In the context of data engineering, Data Access is a generic term used to refer to general practices involving the access and management of activities related to reading, copying, or modifying data stored in a database. These databases can be either cloud data warehouses, data lakes, or local on-premise databases.

Data access can be set at different levels, allowing different users to have different roles and act in a particular manner in a database. The term “act” is used as users in a database can take actions on the data like reading, copying, and modifying, as it was mentioned above. The roles given depend on the resource type but generally involve users with administrative rights within a specific context that can authorize actions to other users. For example, administrative users can create new users with limited permissions to act in a particular database or portion of the data. In the same way, certain levels of administrative users can grant administrative permissions to other users.

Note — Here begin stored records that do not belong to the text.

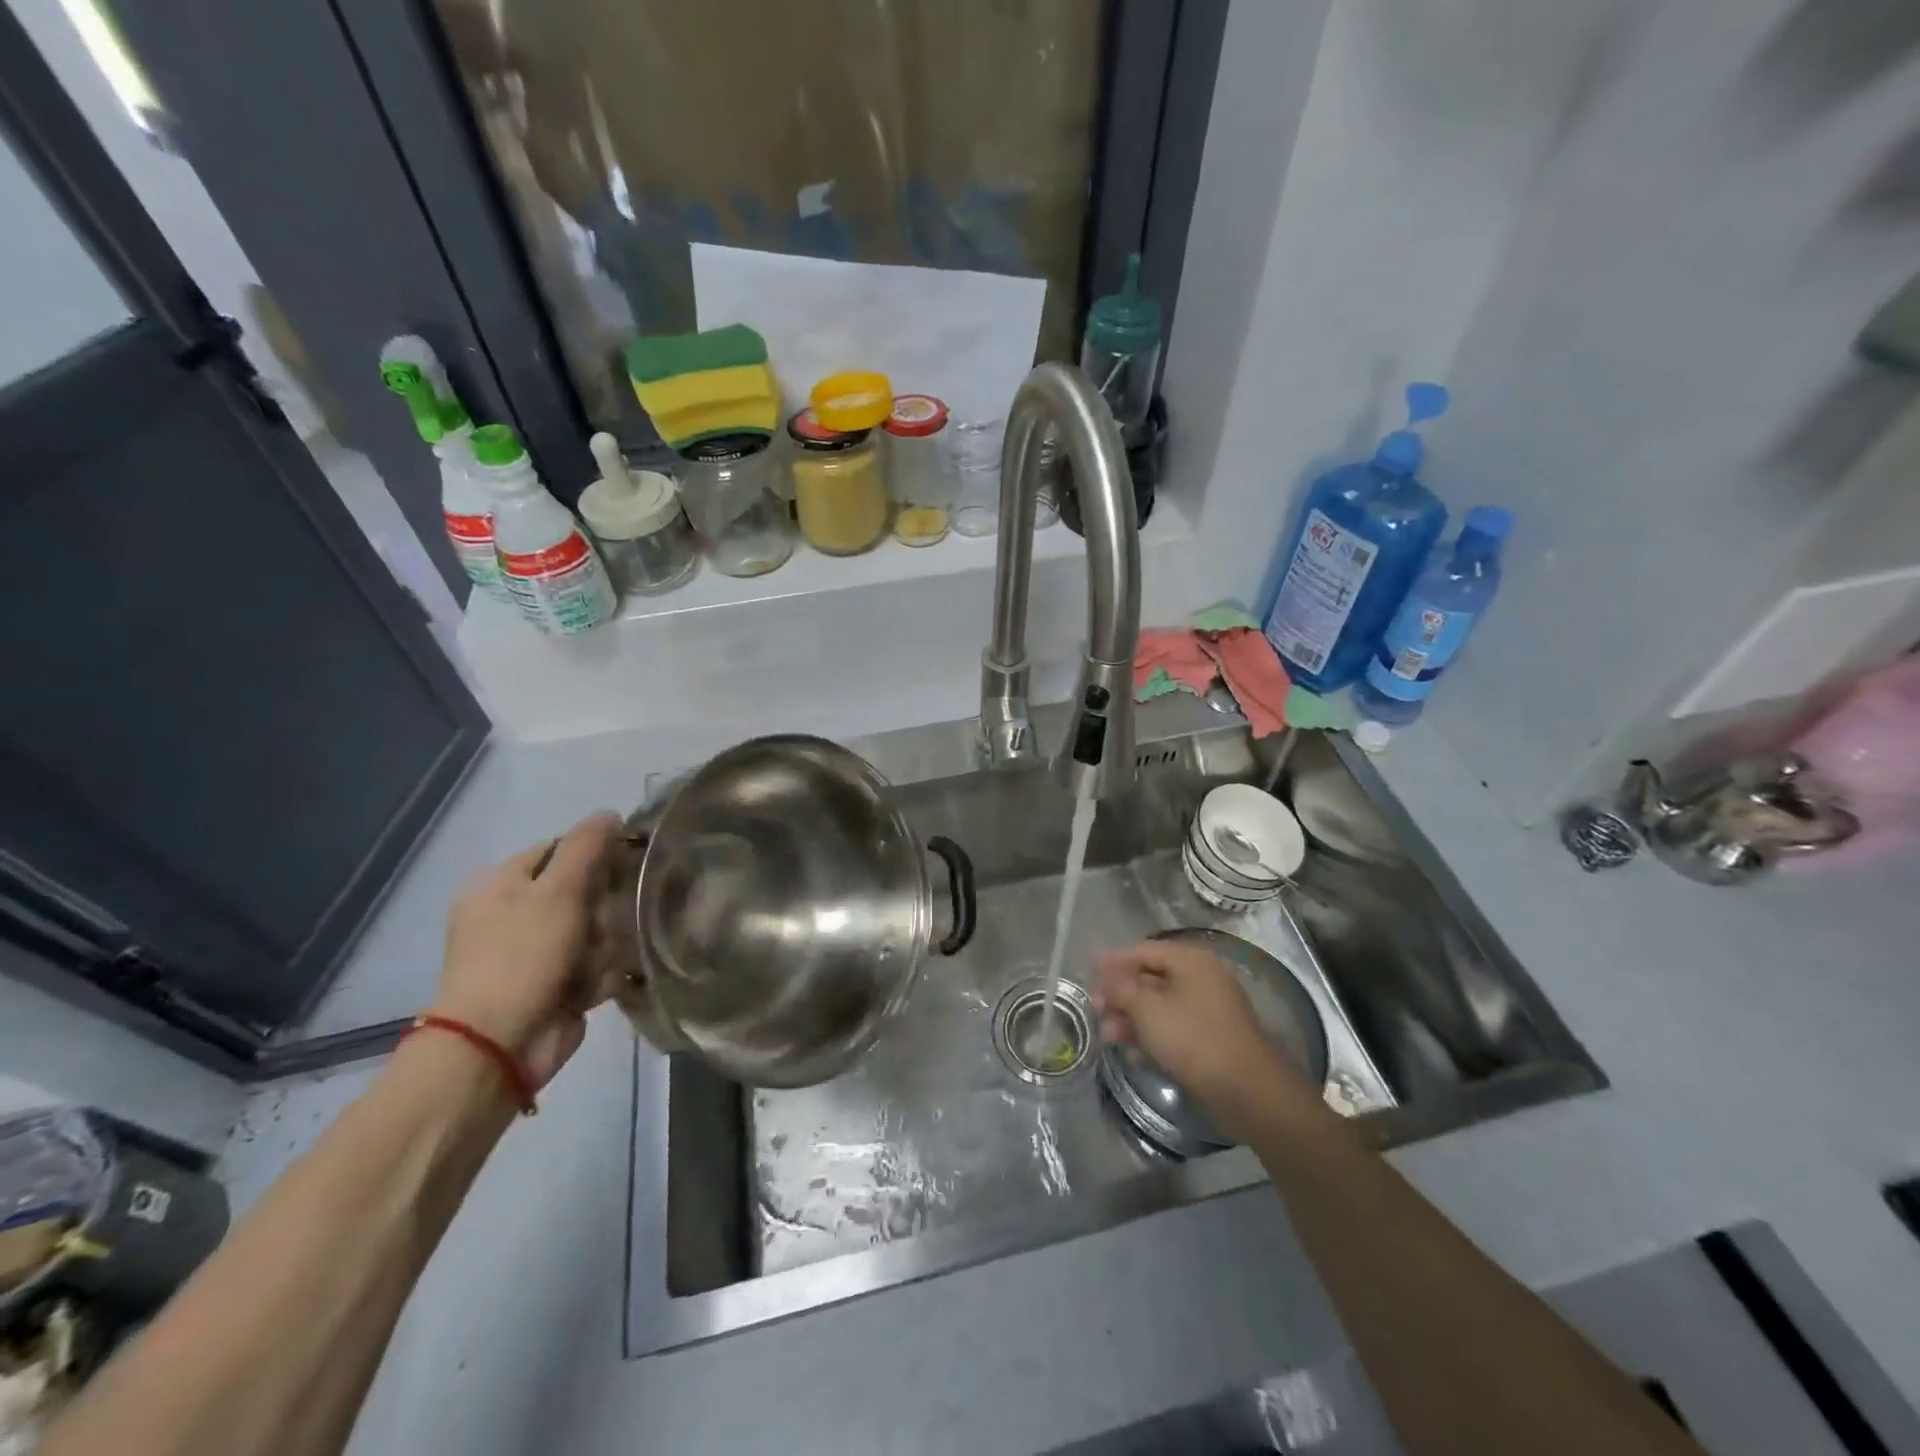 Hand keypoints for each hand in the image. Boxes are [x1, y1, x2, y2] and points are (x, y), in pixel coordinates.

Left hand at [430, 812, 621, 1087]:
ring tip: (592, 963)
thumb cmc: (522, 957)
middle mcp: (516, 912)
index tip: (625, 863)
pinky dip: (600, 973)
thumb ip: (586, 847)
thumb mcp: (556, 891)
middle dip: (602, 907)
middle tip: (600, 923)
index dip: (595, 852)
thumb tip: (609, 812)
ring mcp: (536, 951)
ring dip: (603, 943)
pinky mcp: (557, 983)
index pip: (560, 848)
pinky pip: (596, 963)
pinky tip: (593, 985)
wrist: (499, 1045)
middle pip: (584, 889)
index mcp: (502, 883)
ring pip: (597, 927)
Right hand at [1093, 941, 1320, 1138]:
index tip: (1089, 969)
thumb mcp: (1147, 1009)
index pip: (1144, 951)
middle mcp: (1202, 978)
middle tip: (1095, 1008)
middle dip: (1121, 993)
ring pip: (1161, 1005)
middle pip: (1152, 978)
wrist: (1246, 1089)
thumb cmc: (1193, 1038)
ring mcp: (1209, 1009)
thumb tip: (1107, 976)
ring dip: (1132, 1017)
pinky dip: (1151, 1033)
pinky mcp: (1211, 1037)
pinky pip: (1174, 1026)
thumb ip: (1122, 988)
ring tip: (1107, 1035)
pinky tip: (1131, 1051)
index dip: (1114, 960)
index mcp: (1191, 960)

Regulations of general Data Governance practices force most organizations to enforce specific policies of data access. These policies frequently involve giving administrative rights according to the functional role of the users and the particular data repository. The practices applied also depend on the nature of the data. Certain departments within a company will have different access permissions over different sets of data. Also, the specific policy applied will depend on data sensitivity and might require additional treatment like encryption, row-level security, or data masking

Modern data repositories like data lakes may provide fine-grained IAM policies that define clear roles and give the user several levels of permissions to each of the resources. In data warehouses, the data access policy can be applied by using user management policies, security policies enforced through Row-Level-Security measures, or by encrypting portions of data to be seen only by a subset of users with the use of Column-Level-Security.

Efficient data governance programs within companies and organizations should define a clear set of policies according to the nature of the data and each user’s role to ensure the proper use of the data and minimize possible security and legal risks. Moreover, regulations on the use and management of user data require specific Data Access policies to be applied, depending on the nature of the data and business activity.